Saved entries ▸
+ + +

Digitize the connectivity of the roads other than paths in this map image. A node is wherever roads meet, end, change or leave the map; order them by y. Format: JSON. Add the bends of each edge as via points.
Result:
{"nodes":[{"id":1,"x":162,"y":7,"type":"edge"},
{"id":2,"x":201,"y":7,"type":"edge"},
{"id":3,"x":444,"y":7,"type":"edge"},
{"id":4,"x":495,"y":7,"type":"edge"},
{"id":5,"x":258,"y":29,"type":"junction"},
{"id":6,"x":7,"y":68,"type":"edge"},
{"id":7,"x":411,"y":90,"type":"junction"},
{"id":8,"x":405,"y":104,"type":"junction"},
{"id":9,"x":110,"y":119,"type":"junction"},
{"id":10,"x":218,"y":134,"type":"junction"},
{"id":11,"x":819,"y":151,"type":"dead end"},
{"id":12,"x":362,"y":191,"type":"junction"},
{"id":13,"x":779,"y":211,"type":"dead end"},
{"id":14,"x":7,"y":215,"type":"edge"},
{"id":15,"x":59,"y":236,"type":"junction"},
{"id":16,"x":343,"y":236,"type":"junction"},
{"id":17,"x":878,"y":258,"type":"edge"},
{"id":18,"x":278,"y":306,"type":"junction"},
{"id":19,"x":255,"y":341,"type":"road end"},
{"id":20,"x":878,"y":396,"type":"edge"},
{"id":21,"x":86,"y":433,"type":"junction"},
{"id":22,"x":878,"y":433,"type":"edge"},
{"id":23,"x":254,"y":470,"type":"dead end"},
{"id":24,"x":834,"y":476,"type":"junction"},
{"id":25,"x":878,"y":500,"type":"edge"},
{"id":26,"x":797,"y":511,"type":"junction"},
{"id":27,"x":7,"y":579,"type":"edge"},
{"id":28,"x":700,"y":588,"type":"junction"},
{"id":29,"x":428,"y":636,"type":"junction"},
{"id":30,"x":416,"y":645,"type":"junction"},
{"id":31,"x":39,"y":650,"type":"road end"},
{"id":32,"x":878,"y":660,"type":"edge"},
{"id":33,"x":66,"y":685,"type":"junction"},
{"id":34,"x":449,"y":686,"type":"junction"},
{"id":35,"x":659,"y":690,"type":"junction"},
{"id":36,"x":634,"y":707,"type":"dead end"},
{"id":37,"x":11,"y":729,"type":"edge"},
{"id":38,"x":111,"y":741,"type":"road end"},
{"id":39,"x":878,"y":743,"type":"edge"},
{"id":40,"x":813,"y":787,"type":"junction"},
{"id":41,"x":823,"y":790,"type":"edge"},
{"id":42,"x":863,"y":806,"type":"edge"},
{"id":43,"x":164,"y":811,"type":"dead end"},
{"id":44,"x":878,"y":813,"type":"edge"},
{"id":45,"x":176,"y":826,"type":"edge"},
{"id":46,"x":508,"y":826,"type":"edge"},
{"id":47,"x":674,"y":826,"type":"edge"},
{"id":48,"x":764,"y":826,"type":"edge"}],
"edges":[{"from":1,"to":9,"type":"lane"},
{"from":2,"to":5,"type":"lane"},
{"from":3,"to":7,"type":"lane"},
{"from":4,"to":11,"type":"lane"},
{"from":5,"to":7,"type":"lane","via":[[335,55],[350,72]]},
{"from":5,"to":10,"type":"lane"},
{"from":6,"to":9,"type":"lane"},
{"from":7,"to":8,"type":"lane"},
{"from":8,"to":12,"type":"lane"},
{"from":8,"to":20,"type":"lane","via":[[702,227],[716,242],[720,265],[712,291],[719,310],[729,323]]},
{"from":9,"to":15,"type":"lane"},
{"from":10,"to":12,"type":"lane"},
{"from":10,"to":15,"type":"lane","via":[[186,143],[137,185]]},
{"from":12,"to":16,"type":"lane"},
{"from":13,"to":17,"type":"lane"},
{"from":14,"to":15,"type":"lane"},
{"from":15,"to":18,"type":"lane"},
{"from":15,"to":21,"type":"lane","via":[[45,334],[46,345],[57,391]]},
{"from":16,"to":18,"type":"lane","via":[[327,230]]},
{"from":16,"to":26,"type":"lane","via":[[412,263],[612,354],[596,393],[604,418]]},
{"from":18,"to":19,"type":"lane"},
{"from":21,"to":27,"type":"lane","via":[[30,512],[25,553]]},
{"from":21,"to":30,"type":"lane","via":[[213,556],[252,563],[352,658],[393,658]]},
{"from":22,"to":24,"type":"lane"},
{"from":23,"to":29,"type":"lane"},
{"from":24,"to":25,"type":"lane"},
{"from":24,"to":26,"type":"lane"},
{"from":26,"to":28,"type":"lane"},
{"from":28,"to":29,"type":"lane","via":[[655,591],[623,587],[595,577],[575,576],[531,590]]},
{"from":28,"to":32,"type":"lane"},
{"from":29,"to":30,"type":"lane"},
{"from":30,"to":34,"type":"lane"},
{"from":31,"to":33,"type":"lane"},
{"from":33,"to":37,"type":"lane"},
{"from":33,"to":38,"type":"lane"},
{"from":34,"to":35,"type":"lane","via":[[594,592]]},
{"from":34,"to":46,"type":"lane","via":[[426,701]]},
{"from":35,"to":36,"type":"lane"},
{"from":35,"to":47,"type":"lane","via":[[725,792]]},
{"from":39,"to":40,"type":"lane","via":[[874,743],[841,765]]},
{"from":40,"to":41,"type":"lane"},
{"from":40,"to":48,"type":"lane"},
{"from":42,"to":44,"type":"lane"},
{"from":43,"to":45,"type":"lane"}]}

+ + +

Work item ▸ The total wanted is the number of lines in the entries above that contain "dead". Give it alone.

Response for this exercise ▸ 5